A Novel Method for Pegylation of Quartz Slides
- Area of Honors:
- Bachelor of Science
- Document Type:
- Thesis Supervisors:
- Tae Hee Lee, Thesis Supervisor
- Raymond L Funk, Honors Advisor
- Binding-based assays are valuable tools in studying proteins and nucleic acids, and are constantly used to determine both the structure and function of these molecules. An integral part of these assays is the medium on which the molecules are analyzed. The medium on which the assay is conducted is often a glass surface. The surface must be manipulated such that certain molecules bind the surface and others do not, allowing precise study of specific molecules that bind the surface. Such binding specificity is imperative for obtaining accurate results from assays. However, difficulty arises in creating such a surface that binds the desired compounds and sheds all others.
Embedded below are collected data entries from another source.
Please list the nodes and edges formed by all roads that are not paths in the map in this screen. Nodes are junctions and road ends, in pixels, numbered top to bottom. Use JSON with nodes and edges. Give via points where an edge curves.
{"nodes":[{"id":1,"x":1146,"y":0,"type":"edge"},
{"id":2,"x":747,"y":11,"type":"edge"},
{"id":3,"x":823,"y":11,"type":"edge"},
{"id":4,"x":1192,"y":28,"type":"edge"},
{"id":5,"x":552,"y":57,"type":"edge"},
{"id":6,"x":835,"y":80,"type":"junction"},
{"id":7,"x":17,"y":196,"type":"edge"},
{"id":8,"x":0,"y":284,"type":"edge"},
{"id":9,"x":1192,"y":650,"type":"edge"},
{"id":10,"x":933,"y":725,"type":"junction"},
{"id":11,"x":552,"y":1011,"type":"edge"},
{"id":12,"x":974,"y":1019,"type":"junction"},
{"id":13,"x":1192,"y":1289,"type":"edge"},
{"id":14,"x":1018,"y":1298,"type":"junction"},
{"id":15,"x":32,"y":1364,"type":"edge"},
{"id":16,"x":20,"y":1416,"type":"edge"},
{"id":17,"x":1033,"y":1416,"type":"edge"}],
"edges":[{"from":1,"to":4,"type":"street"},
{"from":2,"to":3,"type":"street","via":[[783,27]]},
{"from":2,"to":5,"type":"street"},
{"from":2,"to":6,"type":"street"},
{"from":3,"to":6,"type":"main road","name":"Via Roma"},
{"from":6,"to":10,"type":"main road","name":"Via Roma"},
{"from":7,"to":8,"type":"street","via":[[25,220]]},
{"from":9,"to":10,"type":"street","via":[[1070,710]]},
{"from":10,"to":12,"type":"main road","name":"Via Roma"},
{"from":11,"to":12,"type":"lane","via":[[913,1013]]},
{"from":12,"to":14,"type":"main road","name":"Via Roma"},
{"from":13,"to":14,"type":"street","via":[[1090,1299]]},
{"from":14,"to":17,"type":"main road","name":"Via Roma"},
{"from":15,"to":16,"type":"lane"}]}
Here, the problem addressed is creating a quick and efficient method to functionalize a glass microscope slide for DNA and histone H1 assays. A common method used for such assays is functionalization with polyethylene glycol (PEG). While this method is excellent for DNA assays, the histone H1 is highly positively charged and readily binds this surface, as the typical PEG surface concentration is often not sufficient to mask the negative charge on a quartz microscope slide completely. A novel method to increase the surface concentration of PEG conjugated to a microscope slide surface is tested here with the intent to minimize the affinity of H1 for the surface. Making this surface involves connecting biotin to the surface of a quartz slide, then using the biotin-binding protein StreptAvidin to tether biotinylated PEG to the biotinylated surface. This surface is shown to have a lesser affinity for H1 than a standard PEG surface, indicating a high potential for success in future experiments with other DNA binding proteins. This surface could allow for more accurate characterization of the properties of histone H1.